**Required action**
For the entries below, how many lines contain the word "Dias"? Reply with the number and nothing else.

>>>>>

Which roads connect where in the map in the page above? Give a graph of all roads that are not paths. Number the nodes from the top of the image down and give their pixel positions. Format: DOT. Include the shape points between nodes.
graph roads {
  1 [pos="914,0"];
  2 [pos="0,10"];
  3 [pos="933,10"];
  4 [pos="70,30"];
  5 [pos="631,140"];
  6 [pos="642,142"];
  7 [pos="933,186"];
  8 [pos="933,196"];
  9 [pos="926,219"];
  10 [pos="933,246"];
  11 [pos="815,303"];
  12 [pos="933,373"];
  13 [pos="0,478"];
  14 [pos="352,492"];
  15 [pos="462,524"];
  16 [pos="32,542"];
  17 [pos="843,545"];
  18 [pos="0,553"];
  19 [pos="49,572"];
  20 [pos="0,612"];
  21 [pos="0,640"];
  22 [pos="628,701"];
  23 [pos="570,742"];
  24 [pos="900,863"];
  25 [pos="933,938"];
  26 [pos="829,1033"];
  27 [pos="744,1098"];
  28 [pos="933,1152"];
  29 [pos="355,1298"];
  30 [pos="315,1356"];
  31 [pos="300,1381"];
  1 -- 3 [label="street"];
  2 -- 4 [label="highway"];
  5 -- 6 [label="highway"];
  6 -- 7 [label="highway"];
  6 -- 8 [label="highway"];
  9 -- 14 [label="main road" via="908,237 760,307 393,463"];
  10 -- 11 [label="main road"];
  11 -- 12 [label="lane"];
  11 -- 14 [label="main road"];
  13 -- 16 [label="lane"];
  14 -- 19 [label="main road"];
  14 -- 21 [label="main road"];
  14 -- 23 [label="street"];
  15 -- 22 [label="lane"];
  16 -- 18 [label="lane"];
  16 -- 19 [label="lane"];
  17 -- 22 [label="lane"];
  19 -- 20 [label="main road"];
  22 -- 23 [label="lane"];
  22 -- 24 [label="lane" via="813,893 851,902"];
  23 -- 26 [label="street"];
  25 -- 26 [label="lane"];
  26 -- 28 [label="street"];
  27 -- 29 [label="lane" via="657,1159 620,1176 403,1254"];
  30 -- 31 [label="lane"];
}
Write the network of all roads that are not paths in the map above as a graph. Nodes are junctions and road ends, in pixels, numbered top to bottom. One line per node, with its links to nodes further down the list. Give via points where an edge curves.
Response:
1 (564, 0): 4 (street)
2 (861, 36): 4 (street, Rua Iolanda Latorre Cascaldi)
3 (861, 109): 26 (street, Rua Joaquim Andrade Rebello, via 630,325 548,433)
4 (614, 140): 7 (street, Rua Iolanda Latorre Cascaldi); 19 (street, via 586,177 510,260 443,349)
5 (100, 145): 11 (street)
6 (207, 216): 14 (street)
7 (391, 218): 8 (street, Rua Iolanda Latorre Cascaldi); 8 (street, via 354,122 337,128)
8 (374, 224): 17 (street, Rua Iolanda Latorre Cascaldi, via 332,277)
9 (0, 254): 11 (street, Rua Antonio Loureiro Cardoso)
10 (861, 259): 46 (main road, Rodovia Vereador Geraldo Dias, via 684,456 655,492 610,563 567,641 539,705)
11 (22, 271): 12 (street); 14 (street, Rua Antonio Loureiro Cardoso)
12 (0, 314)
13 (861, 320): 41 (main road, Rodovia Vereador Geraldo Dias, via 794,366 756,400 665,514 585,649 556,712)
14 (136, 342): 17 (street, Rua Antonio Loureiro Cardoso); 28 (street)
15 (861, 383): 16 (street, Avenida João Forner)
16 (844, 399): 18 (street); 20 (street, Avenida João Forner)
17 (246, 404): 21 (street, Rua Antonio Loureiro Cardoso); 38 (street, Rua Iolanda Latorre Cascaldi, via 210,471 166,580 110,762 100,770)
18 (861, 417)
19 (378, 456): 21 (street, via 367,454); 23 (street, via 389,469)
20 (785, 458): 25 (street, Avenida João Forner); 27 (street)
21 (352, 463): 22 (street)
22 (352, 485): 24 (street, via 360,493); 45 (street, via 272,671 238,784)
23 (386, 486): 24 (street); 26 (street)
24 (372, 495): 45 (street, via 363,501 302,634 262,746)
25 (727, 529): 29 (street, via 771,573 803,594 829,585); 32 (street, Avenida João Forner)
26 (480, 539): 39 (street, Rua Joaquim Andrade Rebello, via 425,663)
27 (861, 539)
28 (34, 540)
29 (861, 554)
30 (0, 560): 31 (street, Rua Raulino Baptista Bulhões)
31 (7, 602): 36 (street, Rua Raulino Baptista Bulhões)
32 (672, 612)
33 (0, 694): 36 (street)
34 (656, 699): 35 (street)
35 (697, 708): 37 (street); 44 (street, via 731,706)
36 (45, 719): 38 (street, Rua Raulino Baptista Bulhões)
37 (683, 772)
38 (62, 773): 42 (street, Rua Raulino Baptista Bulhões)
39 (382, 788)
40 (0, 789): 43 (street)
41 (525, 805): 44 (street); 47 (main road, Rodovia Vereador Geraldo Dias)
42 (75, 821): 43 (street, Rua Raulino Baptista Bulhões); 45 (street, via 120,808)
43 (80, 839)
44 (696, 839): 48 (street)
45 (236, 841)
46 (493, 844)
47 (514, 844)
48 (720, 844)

<<<<<

**Exercise result**
3